[Opening Data section section]

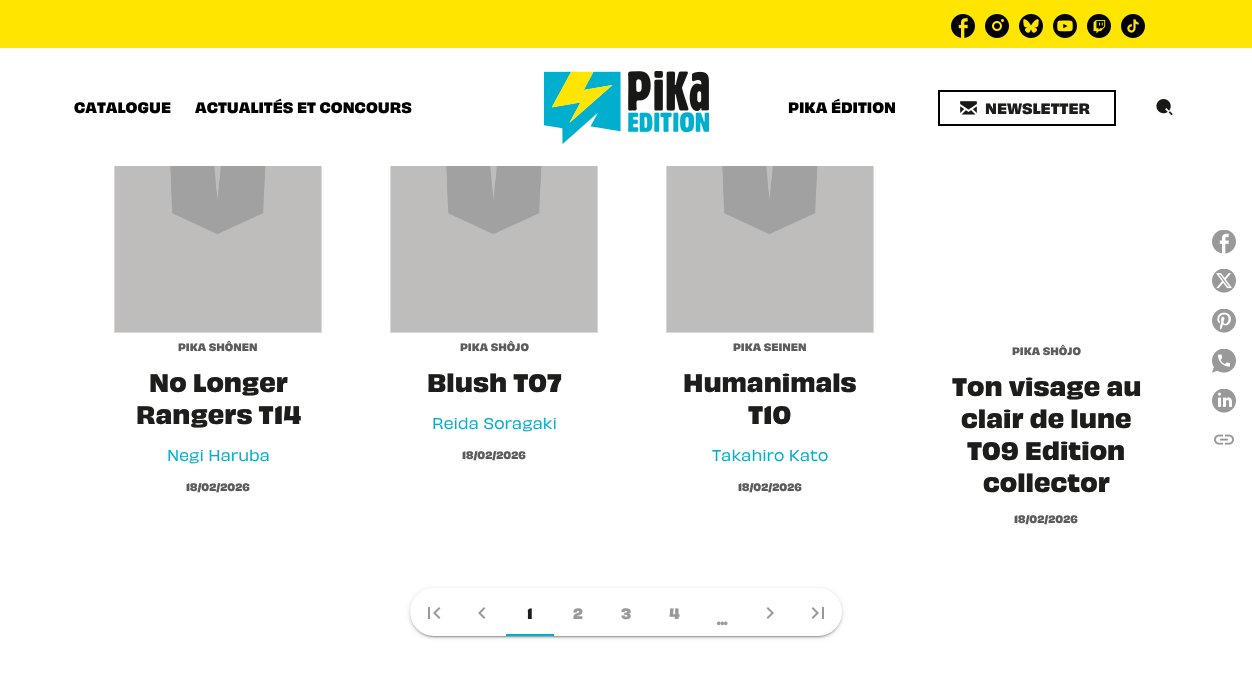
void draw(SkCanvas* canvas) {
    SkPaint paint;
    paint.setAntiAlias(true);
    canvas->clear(0xFFFFFFFF);
    paint.setStyle(SkPaint::kStroke_Style);
    paint.setStrokeWidth(1);
    paint.setColor(0xFFD8D8D8);
    canvas->drawRect(SkRect::MakeXYWH(114.5f, 40.5f, 207, 292), paint);
    canvas->drawRect(SkRect::MakeXYWH(390.5f, 40.5f, 207, 292), paint);
    canvas->drawRect(SkRect::MakeXYWH(666.5f, 40.5f, 207, 292), paint);
    paint.setStyle(SkPaint::kFill_Style);
    paint.setColor(0xFFFFFFFF);
    canvas->drawRect(SkRect::MakeXYWH(114, 48, 760, 118), paint);
    SkFont font1(fontMgr->matchFamilyStyle("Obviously", SkFontStyle::Bold()), 14);
    font1.setSubpixel(true);
    paint.setColor(0xFF000000);
    canvas->drawString("CATALOGUE", 74, 113, font1, paint);
    canvas->drawString("ACTUALITÉS ET CONCOURS", 195, 113, font1, paint);
    canvas->drawString("PIKA ÉDITION", 788, 113, font1, paint);
    paint.setColor(0xFFFFE500);
    canvas->drawRect(SkRect::MakeXYWH(0, 0, 1252, 48), paint);
    canvas->drawImageRect(SkImages::DeferredFromEncodedData(SkData::MakeFromFileName("img1.png")), SkRect::MakeXYWH(544, 71, 165, 73), SkSamplingOptions());
    canvas->drawImageRect(SkImages::DeferredFromEncodedData(SkData::MakeFromFileName("img2.png")), SkRect::MakeXYWH(951, 14, 24, 24), SkSamplingOptions());
    canvas->drawImageRect(SkImages::DeferredFromEncodedData(SkData::MakeFromFileName("img3.png")), SkRect::MakeXYWH(985, 14, 24, 24), SkSamplingOptions());
    canvas->drawImageRect(SkImages::DeferredFromEncodedData(SkData::MakeFromFileName("img4.png")), SkRect::MakeXYWH(1019, 14, 24, 24), SkSamplingOptions());
    canvas->drawImageRect(SkImages::DeferredFromEncodedData(SkData::MakeFromFileName("img5.png")), SkRect::MakeXYWH(1053, 14, 24, 24), SkSamplingOptions());
    canvas->drawImageRect(SkImages::DeferredFromEncodedData(SkData::MakeFromFileName("img6.png")), SkRect::MakeXYWH(1087, 14, 24, 24), SkSamplingOptions());
    canvas->drawImageRect(SkImages::DeferredFromEncodedData(SkData::MakeFromFileName("img7.png")), SkRect::MakeXYWH(1121, 14, 24, 24), SkSamplingOptions());
    paint.setStyle(SkPaint::kStroke_Style);
    paint.setStrokeWidth(2);
    paint.setColor(0xFF000000);
    canvas->drawRect(SkRect::MakeXYWH(939, 91, 176, 34), paint);
    canvas->drawImageRect(SkImages::DeferredFromEncodedData(SkData::MakeFromFileName("img8.png")), SkRect::MakeXYWH(960, 101, 17, 14), SkSamplingOptions());
    paint.setStyle(SkPaint::kFill_Style);
    paint.setColor(0xFF1D1D1B);
    canvas->drawString("NEWSLETTER", 985, 114, font1, paint);
    canvas->drawImageRect(SkImages::DeferredFromEncodedData(SkData::MakeFromFileName("img9.png")), SkRect::MakeXYWH(1156, 99, 17, 17), SkSamplingOptions());
    canvas->drawImageRect(SkImages::DeferredFromEncodedData(SkData::MakeFromFileName("img10.png")), SkRect::MakeXYWH(115, 166, 206, 166), SkSamplingOptions());
    SkFont font2(fontMgr->matchFamilyStyle("Obviously", SkFontStyle::Bold()), 10);
    font2.setSubpixel(true);
    paint.setColor(0xFF5C5C5C);
    canvas->drawString("PIKA SHÔNEN", 178, 351, font2, paint);
    SkFont font3(fontMgr->matchFamilyStyle("Obviously", SkFontStyle::Bold()), 23.75f);
    font3.setSubpixel(true);
    paint.setColor(0xFF1D1D1B);
    canvas->drawString("No Longer", 149, 392, font3, paint);
    canvas->drawString("Rangers T14", 136, 424, font3, paint);
    SkFont font4(fontMgr->matchFamilyStyle("Obviously", SkFontStyle(600, SkFontStyle::kNormal_Width, SkFontStyle::kUpright_Slant)), 14.5f);
    font4.setSubpixel(true);
    paint.setColor(0xFF00AFCE);
    canvas->drawString("Negi Haruba", 167, 461, font4, paint);
    paint.setColor(0xFF5C5C5C);
    canvas->drawString("18/02/2026", 186, 491, font2, paint);
    canvas->drawImageRect(SkImages::DeferredFromEncodedData(SkData::MakeFromFileName("img10.png")), SkRect::MakeXYWH(391, 166, 206, 166), SkSamplingOptions());
    canvas->drawString("PIKA SHÔJO", 460, 351, font2, paint);
    paint.setColor(0xFF1D1D1B);
    canvas->drawString("Blush T07", 427, 392, font3, paint);
    paint.setColor(0xFF00AFCE);
    canvas->drawString("Reida Soragaki", 432, 429, font4, paint);
    paint.setColor(0xFF5C5C5C);
    canvas->drawString("18/02/2026", 462, 459, font2, paint);
    canvas->drawImageRect(SkImages::DeferredFromEncodedData(SkData::MakeFromFileName("img10.png")), SkRect::MakeXYWH(667, 166, 206, 166), SkSamplingOptions());
    canvas->drawString("PIKA SEINEN", 733, 351, font2, paint);
    paint.setColor(0xFF1D1D1B);
    canvas->drawString("Humanimals", 683, 392, font3, paint);
    canvas->drawString("T10", 748, 424, font3, paint);
    paint.setColor(0xFF00AFCE);
    canvas->drawString("Takahiro Kato", 712, 461, font4, paint);
    paint.setColor(0xFF5C5C5C);
    canvas->drawString("18/02/2026", 738, 491, font2, paint);
    canvas->drawString("PIKA SHÔJO", 1012, 355, font2, paint);
    paint.setColor(0xFF1D1D1B);
    canvas->drawString("Ton visage au", 952, 396, font3, paint);
    canvas->drawString("clair de lune", 961, 428, font3, paint);
    canvas->drawString("T09 Edition", 967, 460, font3, paint);
    canvas->drawString("collector", 983, 492, font3, paint);
    paint.setColor(0xFF5C5C5C);
    canvas->drawString("18/02/2026", 1014, 523, font2, paint);
    paint.setColor(0x1F000000);
    paint.setMaskFilter(SkMaskFilter::MakeBlur(kNormal_SkBlurStyle, 2.5f));
    canvas->drawRoundRect(SkRect::MakeXYWH(410, 589, 432, 48), 24, 24, paint);
    paint.setMaskFilter(nullptr);
    paint.setColor(0x24000000);
    paint.setMaskFilter(SkMaskFilter::MakeBlur(kNormal_SkBlurStyle, 1));
    canvas->drawRoundRect(SkRect::MakeXYWH(410, 590, 432, 48), 24, 24, paint);
    paint.setMaskFilter(nullptr);
    paint.setColor(0x33000000);
    paint.setMaskFilter(SkMaskFilter::MakeBlur(kNormal_SkBlurStyle, 0.5f));
    canvas->drawRoundRect(SkRect::MakeXYWH(412, 593, 428, 44), 22, 22, paint);
    paint.setMaskFilter(nullptr);
    paint.setColor(0xFFFFFFFF);
    canvas->drawRoundRect(SkRect::MakeXYWH(410, 588, 432, 48), 24, 24, paint);
    canvas->drawImageRect(SkImages::DeferredFromEncodedData(SkData::MakeFromFileName("img11.png")), SkRect::MakeXYWH(428, 607, 13, 12), SkSamplingOptions());
    canvas->drawImageRect(SkImages::DeferredFromEncodedData(SkData::MakeFromFileName("img12.png")), SkRect::MakeXYWH(478, 607, 8, 12), SkSamplingOptions());
    paint.setColor(0xFF00AFCE);
    canvas->drawRect(SkRect::MakeXYWH(506, 634, 48, 2), paint);
    paint.setColor(0xFF1D1D1B);
    canvas->drawString("1", 527, 619, font1, paint);
    paint.setColor(0xFF999999);
    canvas->drawString("2", 573, 619, font1, paint);
    canvas->drawString("3", 621, 619, font1, paint);
    canvas->drawString("4", 669, 619, font1, paint);
    canvas->drawImageRect(SkImages::DeferredFromEncodedData(SkData::MakeFromFileName("img13.png")), SkRect::MakeXYWH(766, 607, 8, 12), SkSamplingOptions());
    canvas->drawImageRect(SkImages::DeferredFromEncodedData(SkData::MakeFromFileName("img14.png")), SkRect::MakeXYWH(811, 607, 13, 12), SkSamplingOptions());
    canvas->drawString("...", 717, 625, font1, paint);
    canvas->drawImageRect(SkImages::DeferredFromEncodedData(SkData::MakeFromFileName("img15.png")), SkRect::MakeXYWH(1212, 230, 24, 24), SkSamplingOptions());
    canvas->drawImageRect(SkImages::DeferredFromEncodedData(SkData::MakeFromFileName("img16.png")), SkRect::MakeXYWH(1212, 269, 24, 24), SkSamplingOptions());
    canvas->drawImageRect(SkImages::DeferredFromEncodedData(SkData::MakeFromFileName("img17.png")), SkRect::MakeXYWH(1212, 309, 24, 24), SkSamplingOptions());
    canvas->drawImageRect(SkImages::DeferredFromEncodedData(SkData::MakeFromFileName("img18.png")), SkRect::MakeXYWH(1212, 349, 24, 24), SkSamplingOptions());
    canvas->drawImageRect(SkImages::DeferredFromEncodedData(SkData::MakeFromFileName("img19.png")), SkRect::MakeXYWH(1212, 389, 24, 24), SkSamplingOptions());
    canvas->drawImageRect(SkImages::DeferredFromEncodedData(SkData::MakeFromFileName("img20.png")), SkRect::MakeXYWH(1214, 434, 20, 11), SkSamplingOptions());
}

[Closing Data section section]

Send back an exact copy of only the lines from the line with "canvas->drawRect(SkRect::MakeXYWH(506, 634, 48, 2), paint);" up to and including the line with "230, 24, 24), SkSamplingOptions());" in the data above.

    canvas->drawRect(SkRect::MakeXYWH(506, 634, 48, 2), paint);
    paint.setColor(0xFF1D1D1B);
    canvas->drawString("1", 527, 619, font1, paint);
    paint.setColor(0xFF999999);
    canvas->drawString("2", 573, 619, font1, paint);
    canvas->drawString("3", 621, 619, font1, paint);
    canvas->drawString("4", 669, 619, font1, paint);
    canvas->drawImageRect(SkImages::DeferredFromEncodedData(SkData::MakeFromFileName("img13.png")), SkRect::MakeXYWH(766, 607, 8, 12), SkSamplingOptions());
    canvas->drawImageRect(SkImages::DeferredFromEncodedData(SkData::MakeFromFileName("img14.png")), SkRect::MakeXYWH(811, 607, 13, 12), SkSamplingOptions());
    canvas->drawString("...", 717, 625, font1, paint);
    canvas->drawImageRect(SkImages::DeferredFromEncodedData(SkData::MakeFromFileName("img15.png")), SkRect::MakeXYWH(1212, 230, 24, 24), SkSamplingOptions());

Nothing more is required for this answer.